标准孔加入50μl不同浓度标准品；待测孔先加40μl样品稀释液，再加10μl待测样本（最终稀释度为5倍）。
加样至孔底，避免触壁，轻震混匀 。
三、温育与洗涤
?第一次温育?：
用封板膜封板，?37℃温育30–60分钟?（具体时间依品牌而定）。
洗涤步骤：
揭掉封板膜，弃去液体，甩干。
每孔加满洗涤液，静置30秒后弃去，重复 ?4–5次?，最后一次拍干，防止残留影响后续反应 。
四、加酶与二次温育
每孔加入50μl HRP标记的检测抗体（空白孔除外）。
37℃温育30分钟，期间避光操作，防止底物提前反应 。
五、显色与终止
显色反应：
每孔先加50μl显色剂A，再加50μl显色剂B，轻震混匀。
37℃避光显色10–15分钟（依据说明书调整）。
终止反应：
每孔加入50μl终止液，溶液由蓝变黄，立即终止反应 。
六、测定与计算
以空白孔调零，在加终止液后15分钟内，用酶标仪于 450nm波长 测定各孔OD值 。
绘制标准曲线（浓度为横坐标，OD值为纵坐标），代入样品OD值计算ZR浓度。
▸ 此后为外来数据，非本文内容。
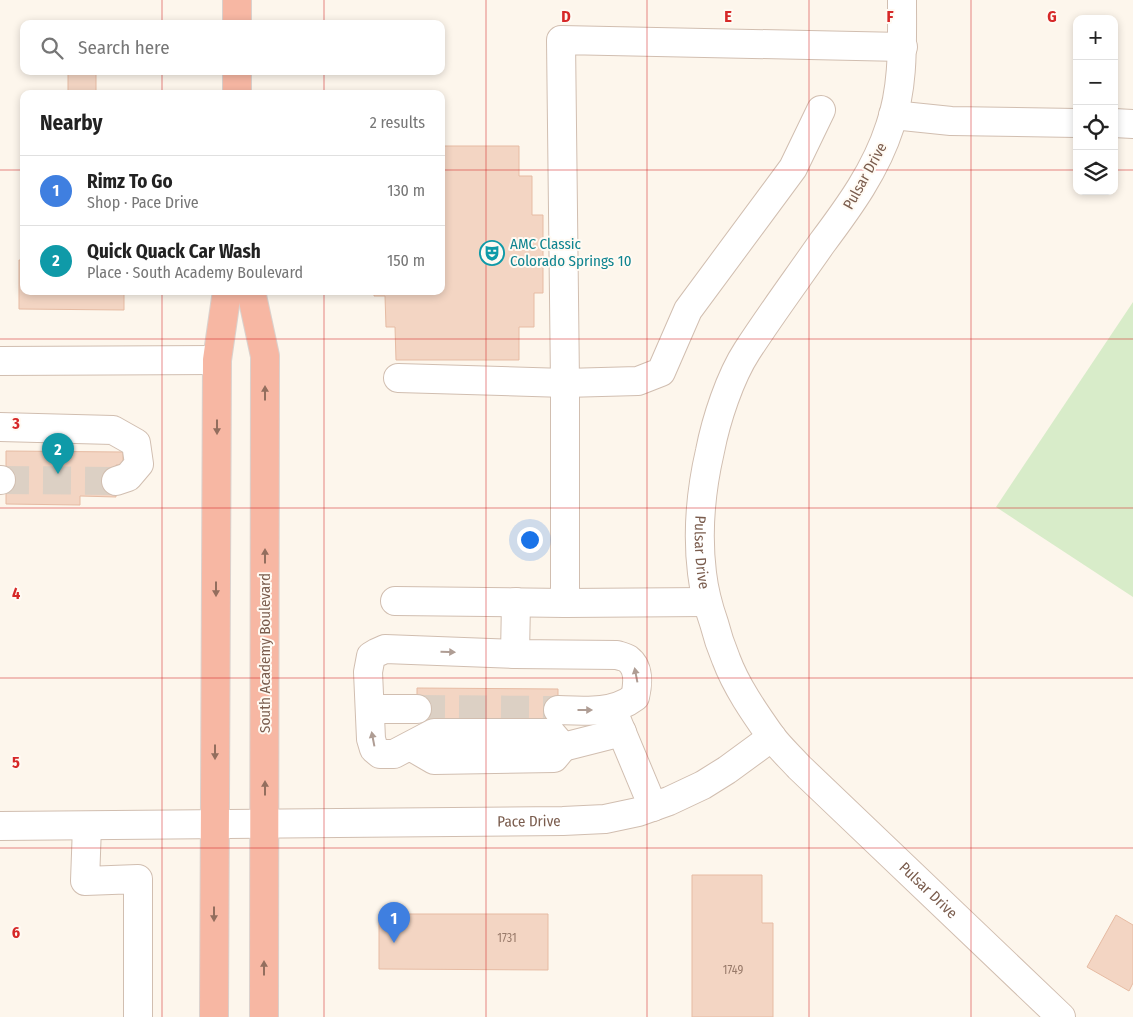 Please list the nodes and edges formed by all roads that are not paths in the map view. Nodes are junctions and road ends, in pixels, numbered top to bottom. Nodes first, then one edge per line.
1 (237, 0) edge
2 (902, 0) edge
3 (237, 20) edge
4 (903, 47) junction
5 (237, 75) edge
6 (237, 90) edge
7 (821, 110) dead end
8 (893, 115) junction
9 (1073, 123) edge
10 (1118, 123) edge
11 (1133, 124) edge
12 (226, 295) edge
13 (252, 295) edge
14 (217, 360) junction
15 (0, 361) edge
16 (398, 378) dead end
17 (566, 383) junction
18 (0, 427) edge
19 (116, 481) tunnel mouth
20 (395, 601) dead end
21 (516, 602) junction
22 (707, 602) junction
23 (565, 603) junction
24 (515, 654) junction
25 (370, 709) junction
26 (417, 709) tunnel mouth
27 (558, 710) tunnel mouth
28 (617, 720) junction
29 (772, 737) junction
30 (653, 807) junction
31 (264, 824) junction
32 (215, 825) junction
33 (0, 826) edge
34 (87, 826) junction
35 (138, 1017) edge
36 (214, 1017) edge
37 (264, 1017) edge
38 (1060, 1017) edge

1 - 3 highway
2 - 4 street, Pulsar Drive
4 - 8 street, Pulsar Drive
4 - 17 street
5 - 6 highway
7 - 17 street
8 - 9 street
8 - 22 street, Pulsar Drive
10 - 11 street
12 - 14 highway
31 -> 13 highway, South Academy Boulevard
14 - 15 street
14 -> 32 highway
16 - 17 street
17 - 23 street
18 - 19 street
20 - 21 street
21 - 23 street
21 - 24 street
22 - 23 street
22 - 29 street, Pulsar Drive
25 -> 24 street
28 -> 24 street
25 - 26 street
28 -> 25 street
27 -> 28 street
28 - 30 street
29 - 30 street, Pace Drive
29 - 38 street, Pulsar Drive
30 - 31 street, Pace Drive
31 - 32 street, Pace Drive
37 -> 31 highway, South Academy Boulevard
32 - 34 street, Pace Drive
32 -> 36 highway
33 - 34 street, Pace Drive
34 - 35 street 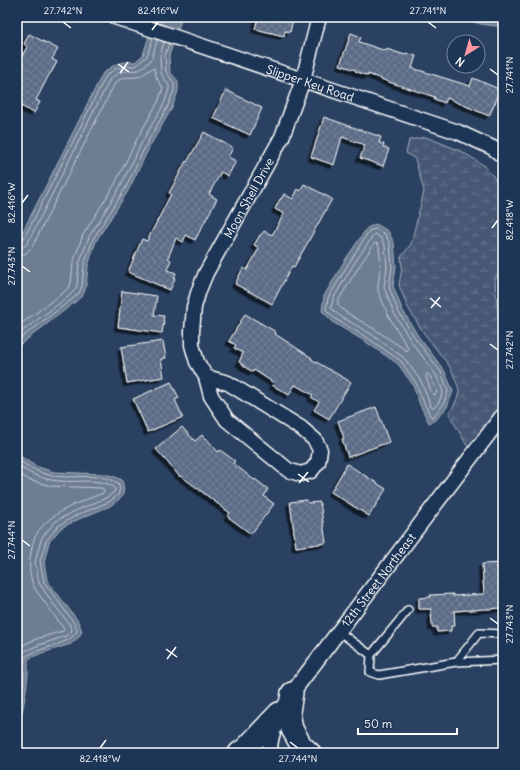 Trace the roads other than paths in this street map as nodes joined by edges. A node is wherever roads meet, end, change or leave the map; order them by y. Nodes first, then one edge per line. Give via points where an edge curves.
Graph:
1 (115, 17) edge
2 (319, 17) edge
3 (303, 80) junction
4 (503, 156) edge
5 (206, 377) junction
6 (503, 416) edge
7 (408, 610) dead end
8 (338, 631) junction
9 (503, 634) edge
10 (371, 655) junction
11 (503, 660) edge
12 (456, 662) junction
13 (292, 693) junction
14 (280, 713) junction
15 (239, 753) edge
16 (270, 753) edge
17 (310, 753) edge

1 - 3 street, Slipper Key Road
2 - 3 street, Moon Shell Drive
3 - 4 street, Slipper Key Road via 458,132 493,148
3 - 5 street, Moon Shell Drive via 282,137 199,290 194,307 192,345
5 - 5 street, Moon Shell Drive via 211,396 227,420 288,470 300,474 311,471 318,462 320,450 315,440 301,428 228,383
6 - 8 street, 12th Street Northeast
7 - 10 lane
8 - 10 lane
8 - 13 street, 12th Street Northeast
9 - 12 lane via 479,633
10 - 12 lane via 370,672 379,675
11 - 12 lane
13 - 14 street, 12th Street Northeast
13 - 17 main road via 289,712 292,729 301,745
14 - 15 main road
14 - 16 street, 12th Street Northeast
若样本OD值过高，需预先稀释并乘以总稀释倍数（×5×n）。
关键注意事项
禁止检测含NaN?的样品：叠氮钠会抑制HRP酶活性，导致假阴性结果 。
避免反复冻融样本：标本应尽快提取并检测，如需保存，置于-20℃且避免多次冻融 。
使用一次性吸头：防止交叉污染，尤其在吸取终止液和底物时避免金属接触。
底物避光保存：显色剂B对光敏感，使用过程应全程避光 。
不同批号试剂不得混用：确保系统一致性，避免批间误差 。